A new study examining the perception of pain and the effects of various mental training techniques has found that relatively short and simple mindfulness meditation training can have a significant positive effect on pain management.

Though pain research during the past decade has shown that extensive meditation training can have a positive effect in reducing a person's awareness and sensitivity to pain, the effort, time commitment, and financial obligations required has made the treatment not practical for many patients. Now, a new study by researchers at the University of North Carolina at Charlotte shows that a single hour of training spread out over a three day period can produce the same kind of analgesic effect.

The research appears in an article by UNC Charlotte psychologists Fadel Zeidan, Nakia S. Gordon, Junaid Merchant and Paula Goolkasian, in the current issue of The Journal of Pain.

"This study is the first study to demonstrate the efficacy of such a brief intervention on the perception of pain," noted Fadel Zeidan, a doctoral candidate in psychology at UNC Charlotte and the paper's lead author. "Not only did the meditation subjects feel less pain than the control group while meditating but they also experienced less pain sensitivity while not meditating."

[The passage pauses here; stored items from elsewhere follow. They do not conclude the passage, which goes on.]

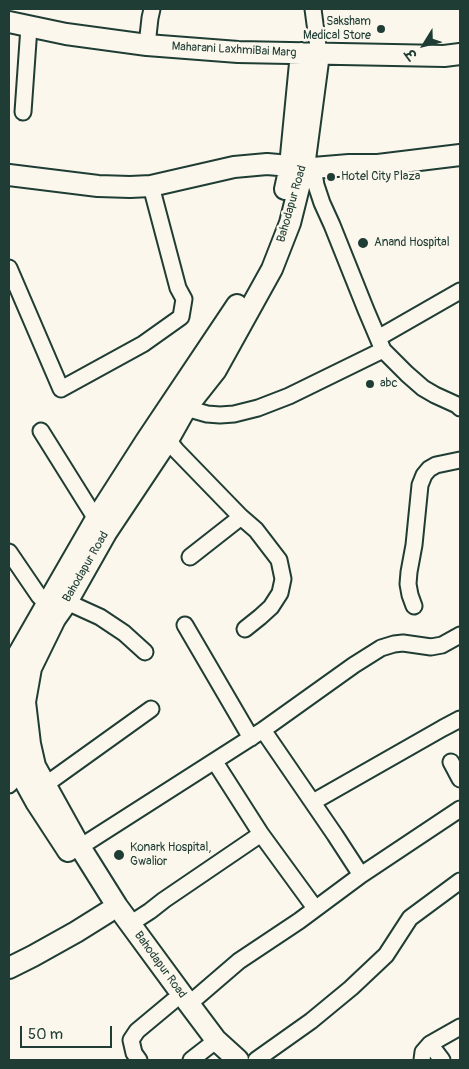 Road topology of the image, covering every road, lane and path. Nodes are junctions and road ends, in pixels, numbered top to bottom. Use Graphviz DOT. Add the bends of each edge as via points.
graph roads {
  1 [pos="152,9"];
  2 [pos="313,9"];
  3 [pos="9,22"];
  4 [pos="29,27"];
  5 [pos="147,45"];
  6 [pos="310,54"];
  7 [pos="460,54"];
  8 [pos="23,112"];
  9 [pos="460,155"];
  10 [pos="302,167"];
  11 [pos="9,176"];
  12 [pos="151,186"];
  13 [pos="9,268"];
  14 [pos="460,291"];
  15 [pos="380,344"];
  16 [pos="186,408"];
  17 [pos="460,408"];
  18 [pos="42,430"];
  19 [pos="168,440"];
  20 [pos="460,460"];
  21 [pos="241,516"];
  22 [pos="96,519"];
  23 [pos="9,552"];
  24 [pos="190,557"];
  25 [pos="67,602"];
  26 [pos="47,604"];
  27 [pos="414,606"];
  28 [pos="184,625"];
  29 [pos="244,628"];
  30 [pos="460,635"];
  31 [pos="145,652"];
  32 [pos="12,659"];
  33 [pos="9,700"];
  34 [pos="151,710"];
  35 [pos="9,712"];
  36 [pos="460,720"];
  37 [pos="257,734"];
  38 [pos="214,762"];
  39 [pos="451,762"];
  40 [pos="14,779"];
  41 [pos="460,779"];
  42 [pos="45,785"];
  43 [pos="313,802"];
  44 [pos="460,808"];
  45 [pos="262,834"];
  46 [pos="80,847"];
  47 [pos="360,875"];
  48 [pos="460,881"];
  49 [pos="315,908"];
  50 [pos="108,912"];
  51 [pos="130,924"];
  52 [pos="9,968"];
  53 [pos="181,1002"];
  54 [pos="460,1027"];
  55 [pos="430,1044"];
  56 [pos="215,1053"];
  57 [pos="139,1060"];
  58 [pos="191,1060"];
  59 [pos="238,1060"];
  60 [pos="256,1060"];
  61 [pos="422,1060"];
  62 [pos="442,1060"];
  1 -- 5 [label="street"];
  2 -- 6 [label="street"];
  3 -- 4 [label="main road, Maharani LaxhmiBai Marg"];
  4 -- 5 [label="main road, Maharani LaxhmiBai Marg"];
  4 -- 8 [label="street"];
  5 -- 6 [label="main road, Maharani LaxhmiBai Marg"];
  6 -- 7 [label="main road, Maharani LaxhmiBai Marg"];
  6 -- 10 [label="main road"];
  9 -- 10 [label="main road" via="378,165"];
  10 -- 12 [label="main road" via="267,164 234,167"];
  10 -- 15 [label="street" via="316,185"];
  10 -- 16 [label="main road, Bahodapur Road" via="290,223 272,269 216,370"];
  10 -- 22 [label="main road" via="258,273"];
  11 -- 12 [label="main road" via="98,186"];
  12 -- 13 [label="street" via="178,288 184,299 181,317 143,344 61,389"];
  14 -- 15 [label="street"];
  15 -- 16 [label="street" via="289,396 258,408 220,415"];
  15 -- 17 [label="street" via="423,388"];
  16 -- 19 [label="main road, Bahodapur Road"];
  18 -- 22 [label="street"];
  19 -- 21 [label="street"];
  19 -- 25 [label="main road, Bahodapur Road" via="106,533"];
  20 -- 27 [label="street" via="429,469 420,485 408,584"];
  21 -- 24 [label="street"];
  21 -- 29 [label="street" via="279,560 283,579 272,607"];
  22 -- 26 [label="main road"];
  23 -- 26 [label="street"];
  25 -- 31 [label="street" via="108,622"];
  25 -- 42 [label="main road, Bahodapur Road" via="31,668 25,702 35,766"];
  26 -- 32 [label="main road"];
  28 -- 37 [label="street"];
  30 -- 37 [label="street" via="431,647 404,643 381,648"];
  32 -- 33 [label="main road"];
  34 -- 42 [label="street"];
  35 -- 40 [label="main road"];
  36 -- 43 [label="street"];
  37 -- 38 [label="street"];
  37 -- 43 [label="street"];
  38 -- 45 [label="street"];
  38 -- 46 [label="street"];
  39 -- 41 [label="street"];
  40 -- 50 [label="main road" via="36,802"];
  42 -- 46 [label="main road, Bahodapur Road"];
  43 -- 47 [label="street"];
  44 -- 47 [label="street"];
  45 -- 49 [label="street"];
  45 -- 51 [label="street"];
  46 -- 51 [label="main road, Bahodapur Road"];
  47 -- 49 [label="street"];
  48 -- 60 [label="street" via="410,918 386,955 351,988"];
  49 -- 53 [label="street"];
  50 -- 52 [label="main road"];
  50 -- 53 [label="main road"];
  51 -- 53 [label="main road, Bahodapur Road"];
  53 -- 56 [label="main road"];
  53 -- 57 [label="street" via="138,1031 131,1040"];
  53 -- 59 [label="main road, Bahodapur Road"];
  54 -- 55 [label="street"];
  55 -- 61 [label="street" via="423,1052"];
  55 -- 62 [label="street"];
  56 -- 58 [label="street"];
}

Over the course of three experiments employing harmless electrical shocks administered in gradual increments, the researchers measured the effect of brief sessions of mindfulness meditation training on pain awareness measuring responses that were carefully calibrated to insure reporting accuracy. Subjects who received the meditation training were compared to controls and to groups using relaxation and distraction techniques. The researchers measured changes in the subjects' rating of pain at "low" and "high" levels during the different activities, and also changes in their general sensitivity to pain through the process of calibrating responses before the activities.

While the distraction activity -- which used a rigorous math task to distract subjects from the effects of the stimulus -- was effective in reducing the subject's perception of "high" pain, the meditation activity had an even stronger reducing effect on high pain, and reduced the perception of "low" pain levels as well.

Further, the meditation training appeared to have an effect that continued to influence the patients after the activity was concluded, resulting in a general lowering of pain sensitivity in the subjects -- a result that indicated that the effect of the meditation was substantially different from the effect of the distraction activity.

The finding follows earlier research studies that found differences in pain awareness and other mental activities among long-time practitioners of mindfulness meditation techniques.

"We knew already that meditation has significant effects on pain perception in long-term practitioners whose brains seem to have been completely changed -- we didn't know that you could do this in just three days, with just 20 minutes a day," Zeidan said.

In assessing the first experiment, the researchers were not terribly surprised to discover that meditation activity appeared to be affecting the experimental subjects' perception of pain because the researchers assumed that the change was mainly due to distraction, a well-known effect. However, subsequent findings began to indicate that the effect continued outside of the periods of meditation.

" When we re-calibrated their pain thresholds after the training had started and we found that they felt less pain, compared to the control subjects," Zeidan noted. "This was totally surprising because a change in general sensitivity was not part of our hypothesis at all.

"We were so surprised after the first experiment that we did two more. We thought that no one was going to listen to us because no one had done this before… and we got a robust finding across the three experiments."

Zeidan stresses that the effect the researchers measured in the meditation subjects was a lessening of pain but not a lessening of sensation. The calibration results showed little change in the meditation subjects' sensitivity to the sensation of electricity, but a significant change in what level of shock was perceived to be painful.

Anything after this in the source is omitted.